[doc] Add monitoring and observability guidelines #13

codeJRV · 2025-05-31T21:21:35Z

Add basic monitoring guidelines

zxiiro · 2025-06-02T13:56:48Z

Monitoring.md

+- Minimum uptime of 99.9%
+- Maximum job queue time of 5 minutes
+- Job execution time variance within ±10% of baseline
+- Response time to critical alerts within 15 minutes


So we have an alerting channel on Slack over at #pytorch-infra-alerts should we list that as a requirement of where to report the alerts?

Yes. We can list that here. I've basically left stubs in the whole draft so that we can add specifics like these here.

zxiiro · 2025-06-02T14:02:07Z

Monitoring.md

+Production runners must maintain:
+
+- Minimum uptime of 99.9%
+- Maximum job queue time of 5 minutes


My concern about minimum uptime / max job queue time is who would be responsible to ensure these requirements are met?
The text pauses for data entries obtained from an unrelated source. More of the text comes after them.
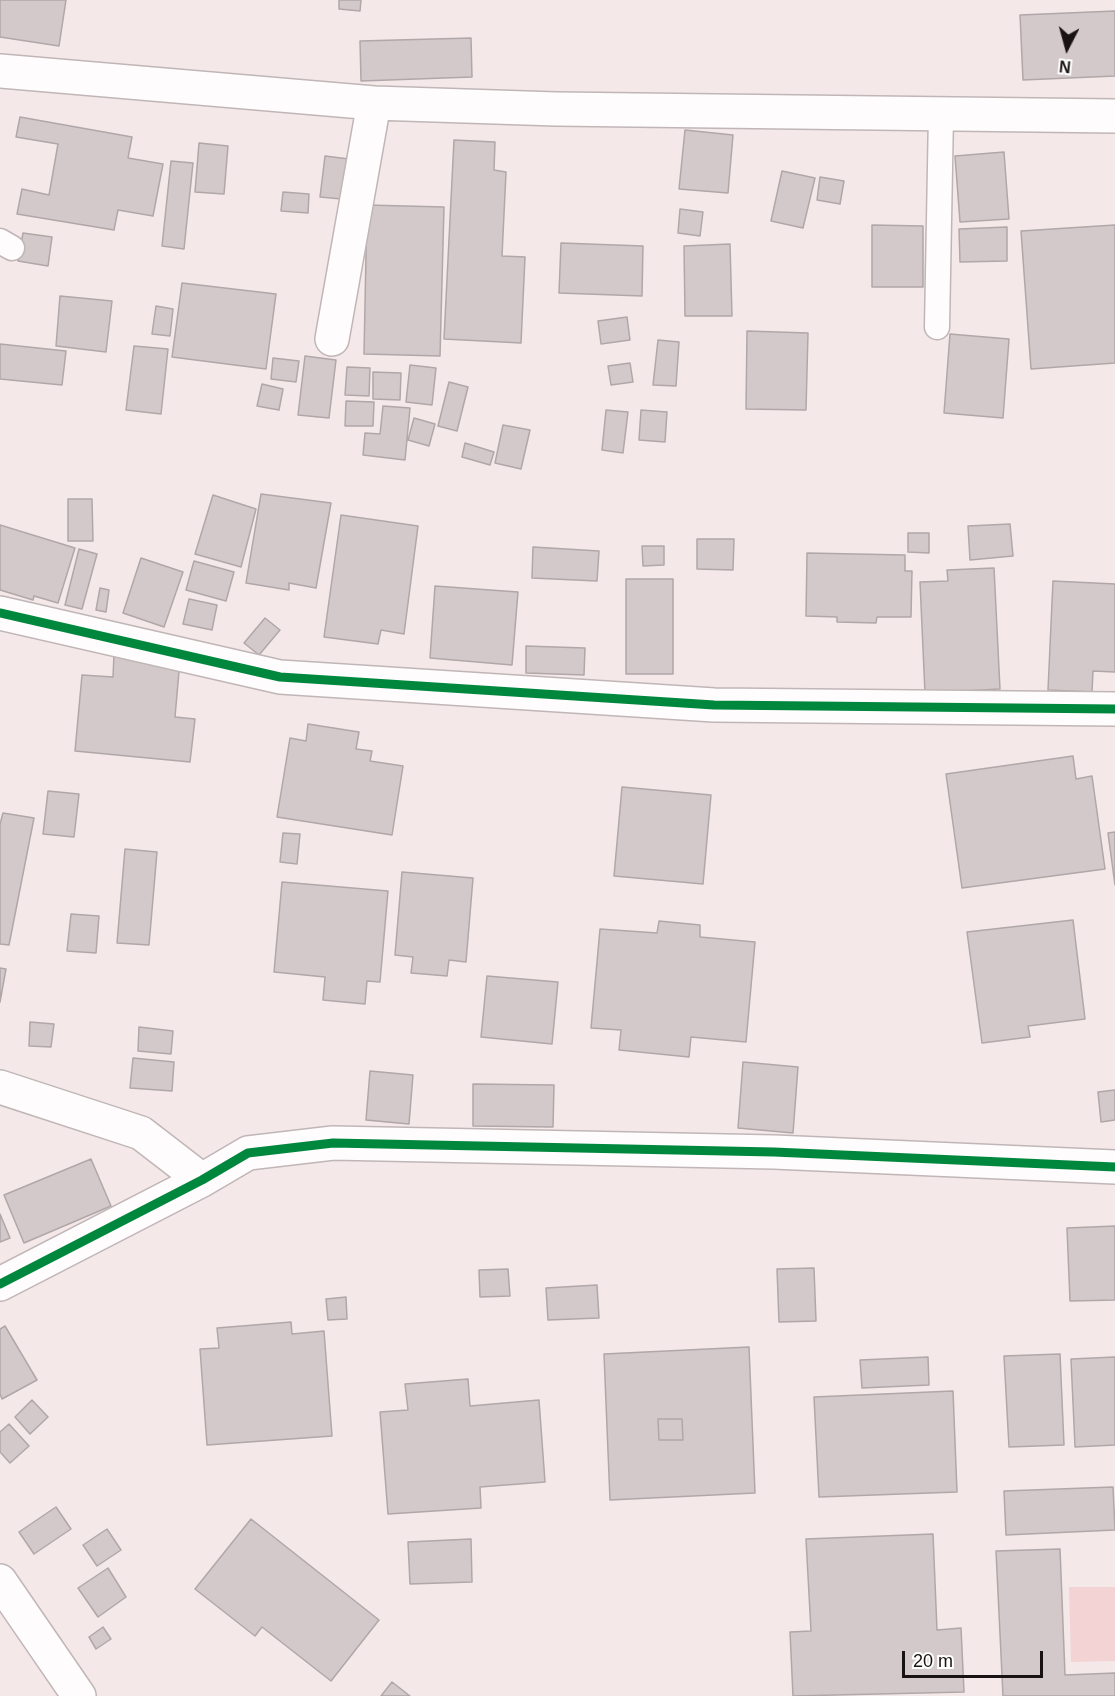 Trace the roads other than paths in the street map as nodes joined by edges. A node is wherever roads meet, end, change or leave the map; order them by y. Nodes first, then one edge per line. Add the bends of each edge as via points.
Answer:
1 (0, 71) edge
2 (374, 103) junction
3 (941, 114) junction
4 (1115, 116) edge
5 (937, 327) dead end
6 (332, 339) dead end
7 (0, 613) edge
8 (1115, 710) edge
9 (0, 1087) edge
10 (1115, 1167) edge
11 (202, 1180) junction
12 (0, 1284) edge
13 (0, 1581) edge
14 (79, 1696) edge

1 - 2 street
2 - 3 street
2 - 6 street
3 - 4 street
3 - 5 lane
7 - 8 street via 280,677 714,705
9 - 11 street via 141,1133
10 - 11 street via 774,1152 333,1143 248,1153
11 - 12 street
13 - 14 street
I think today it's best effort since I've seen outages happen over the weekend that weren't addressed until Monday.

Do we have an idea of the current uptime, queue times, and what our expectations would be ?
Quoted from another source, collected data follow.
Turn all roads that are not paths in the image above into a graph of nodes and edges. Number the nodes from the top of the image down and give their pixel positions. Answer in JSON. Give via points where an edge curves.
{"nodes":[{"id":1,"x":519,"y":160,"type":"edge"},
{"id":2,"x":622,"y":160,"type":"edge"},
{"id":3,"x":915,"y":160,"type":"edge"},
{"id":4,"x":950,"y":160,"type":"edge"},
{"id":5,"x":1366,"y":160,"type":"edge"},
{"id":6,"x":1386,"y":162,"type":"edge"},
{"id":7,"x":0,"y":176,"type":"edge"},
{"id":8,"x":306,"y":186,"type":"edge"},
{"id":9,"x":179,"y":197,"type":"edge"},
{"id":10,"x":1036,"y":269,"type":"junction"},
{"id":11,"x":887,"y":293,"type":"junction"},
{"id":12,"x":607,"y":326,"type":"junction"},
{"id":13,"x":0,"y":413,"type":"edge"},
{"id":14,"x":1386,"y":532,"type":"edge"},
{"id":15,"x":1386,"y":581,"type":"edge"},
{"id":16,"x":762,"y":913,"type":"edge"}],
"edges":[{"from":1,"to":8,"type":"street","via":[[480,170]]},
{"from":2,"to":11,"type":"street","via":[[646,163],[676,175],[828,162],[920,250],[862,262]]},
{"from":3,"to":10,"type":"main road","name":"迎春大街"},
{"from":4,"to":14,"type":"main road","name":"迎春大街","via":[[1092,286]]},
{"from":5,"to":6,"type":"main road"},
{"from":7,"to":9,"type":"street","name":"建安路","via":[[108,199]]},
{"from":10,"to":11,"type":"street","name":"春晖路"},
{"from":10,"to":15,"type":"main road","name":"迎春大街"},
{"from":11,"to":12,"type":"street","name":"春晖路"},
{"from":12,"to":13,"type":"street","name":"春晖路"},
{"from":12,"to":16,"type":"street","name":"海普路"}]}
@seemethere @jeanschmidt @ZainRizvi what are the current expectations for CI availability today?

afrittoli · 2025-06-17T12:58:13Z

@codeJRV could you add a DRAFT notice at the top and in the title, similar to #16 ?

Signed-off-by: Jibin Varghese <[email protected]>

afrittoli

Thanks for all the updates, I left a few comments

afrittoli · 2025-07-01T10:52:02Z

Observability-Guidelines.md

+
+Runners must track:
+
+- Registration/unregistration events


I couldn't find a webhook type for runner registration/unregistration on GitHub side, so this may have to be produced by the various runners individually. When ARC is used, ARC will produce this metric out of the box

Yes. I was thinking of ARC when I wrote this.
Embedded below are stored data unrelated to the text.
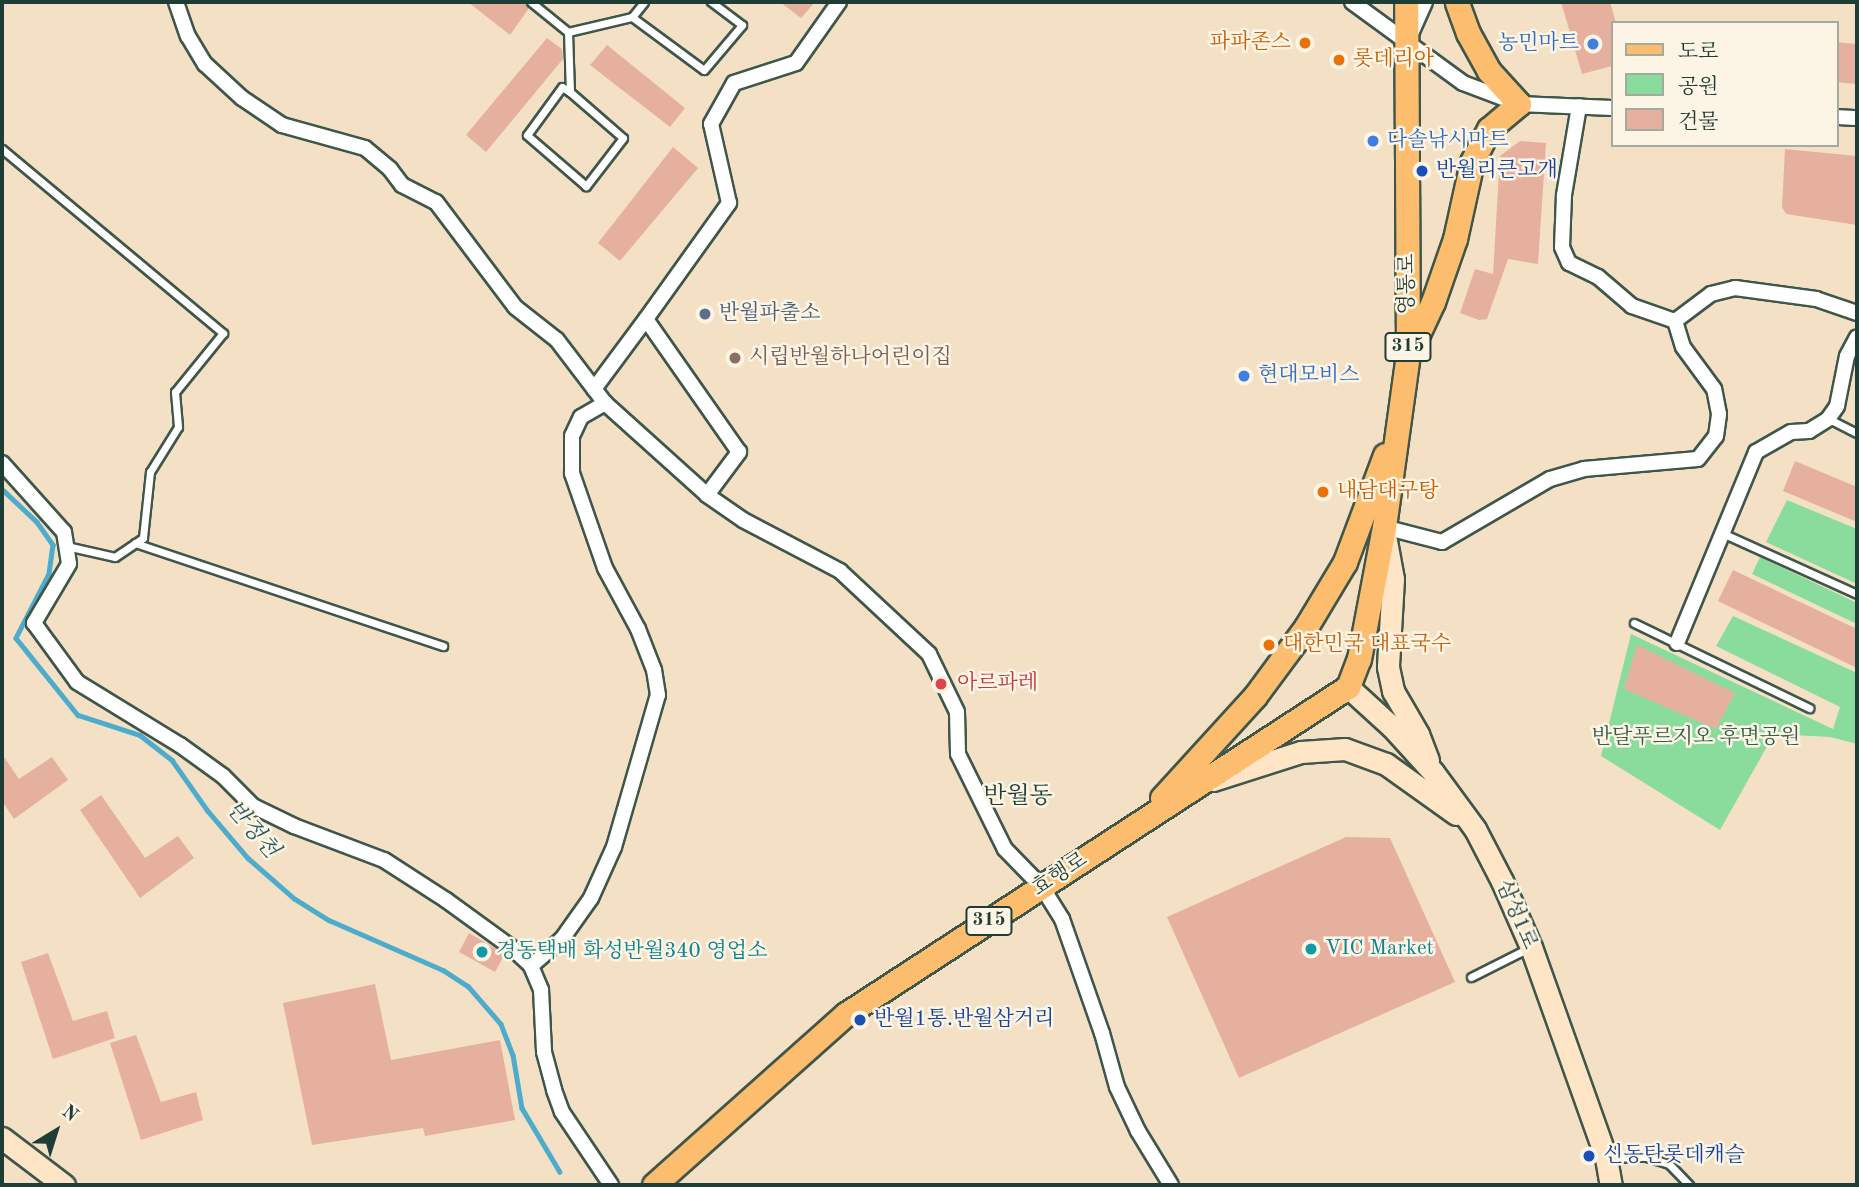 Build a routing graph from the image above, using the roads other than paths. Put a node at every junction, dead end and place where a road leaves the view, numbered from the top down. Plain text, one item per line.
1 (176, 2) edge
2 (531, 2) edge
3 (644, 2) edge
4 (710, 2) edge
5 (839, 2) edge
6 (1352, 2) edge
7 (1406, 2) edge
8 (1425, 2) edge
9 (1457, 2) edge
10 (632, 17) junction
11 (568, 32) junction
12 (1408, 40) junction
13 (570, 92) junction
14 (1518, 104) junction
15 (1579, 106) junction
16 (1610, 108) edge
17 (1838, 117) edge
18 (1857, 118) edge
19 (2, 149) edge
20 (1857, 313) edge
21 (646, 319) junction
22 (1675, 321) junction
23 (1857, 337) edge
24 (1408, 354) junction
25 (594, 388) junction
26 (605, 403) junction
27 (1402, 410) junction
28 (1828, 419) junction
29 (1857, 433) edge
30 (2, 463) edge
31 (707, 495) junction
32 (1384, 527) junction
33 (1721, 532) junction
34 (135, 543) junction
35 (66, 546) junction
36 (1857, 594) edge
37 (1634, 624) dead end
38 (1676, 643) junction
39 (443, 646) dead end
40 (1348, 687) junction
41 (1809, 708) dead end
42 (1433, 772) junction
43 (1198, 785) junction
44 (1139, 824) junction
45 (1475, 829) junction
46 (1042, 887) junction
47 (1531, 947) junction
48 (531, 966) junction
49 (1471, 976) dead end
50 (2, 1138) edge
51 (1606, 1158) junction
52 (64, 1185) edge
53 (611, 1185) edge
54 (654, 1185) edge
55 (1171, 1185) edge
56 (1611, 1185) edge
57 (1689, 1185) edge

1 - 25 street
2 - 11 lane
3 - 10 lane
4 - 10 lane
5 - 21 street
6 - 12 street
7 - 12 main road, 영통로 / 315
8 - 12 street
9 - 14 main road
10 - 11 lane
11 - 13 lane
12 - 14 street
12 - 24 main road, 영통로 / 315
13 - 13 lane
14 - 15 street
14 - 24 main road
15 - 16 street
15 - 22 street
17 - 18 street
19 - 34 lane
20 - 22 street
21 - 25 street
21 - 31 street
22 - 32 street
23 - 28 street
24 - 27 main road, 영통로 / 315
25 - 26 street
26 - 31 street
26 - 48 street
27 - 32 main road, 영통로 / 315
27 - 44 main road, 315
28 - 29 lane
28 - 33 street
30 - 35 street
31 - 46 street
32 - 40 main road, 영통로 / 315
32 - 42 main road
33 - 36 lane
33 - 38 street
34 - 35 lane
34 - 39 lane
35 - 48 street
37 - 38 lane
38 - 41 lane
40 - 42 main road, 삼성1로
40 - 43 main road, 효행로 / 315
42 - 45 main road, 삼성1로
43 - 44 main road, 효행로 / 315
43 - 45 main road
44 - 46 main road, 효행로 / 315
45 - 47 main road, 삼성1로
46 - 54 main road, 효행로 / 315
46 - 55 street
47 - 49 lane
47 - 51 main road, 삼성1로
48 - 53 street
50 - 52 main road
51 - 56 main road, 삼성1로
51 - 57 lane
afrittoli · 2025-07-01T11:02:42Z

Observability-Guidelines.md

+Runners must track:
+
+- Registration/unregistration events
+- Job start/completion times


GitHub can trigger webhooks for workflow_run and workflow_job, we could use those to collect job metrics centrally, but I don't know if that will show a breakdown per-runner. Again, when ARC is used, ARC will produce this metric out of the box

Yes. I was thinking of ARC when I wrote this.

Github already shares this data by default. For context, we take the webhooks github emits on job/workflow updates and store them directly into ClickHouse

The thing it sort-of lacks though is tying that job start/end time to a particular cloud or instance.

Github does share the runner label, which today is enough to uniquely identify a specific cloud, but I'm not sure how that'll work with runner groups

afrittoli · 2025-07-01T11:06:06Z

Observability-Guidelines.md

+
+- Registration/unregistration events
+- Job start/completion times
+- Queue wait times


Is this the time the job queues after a runner has been assigned, or the time a job queues waiting for a runner to be assigned to it?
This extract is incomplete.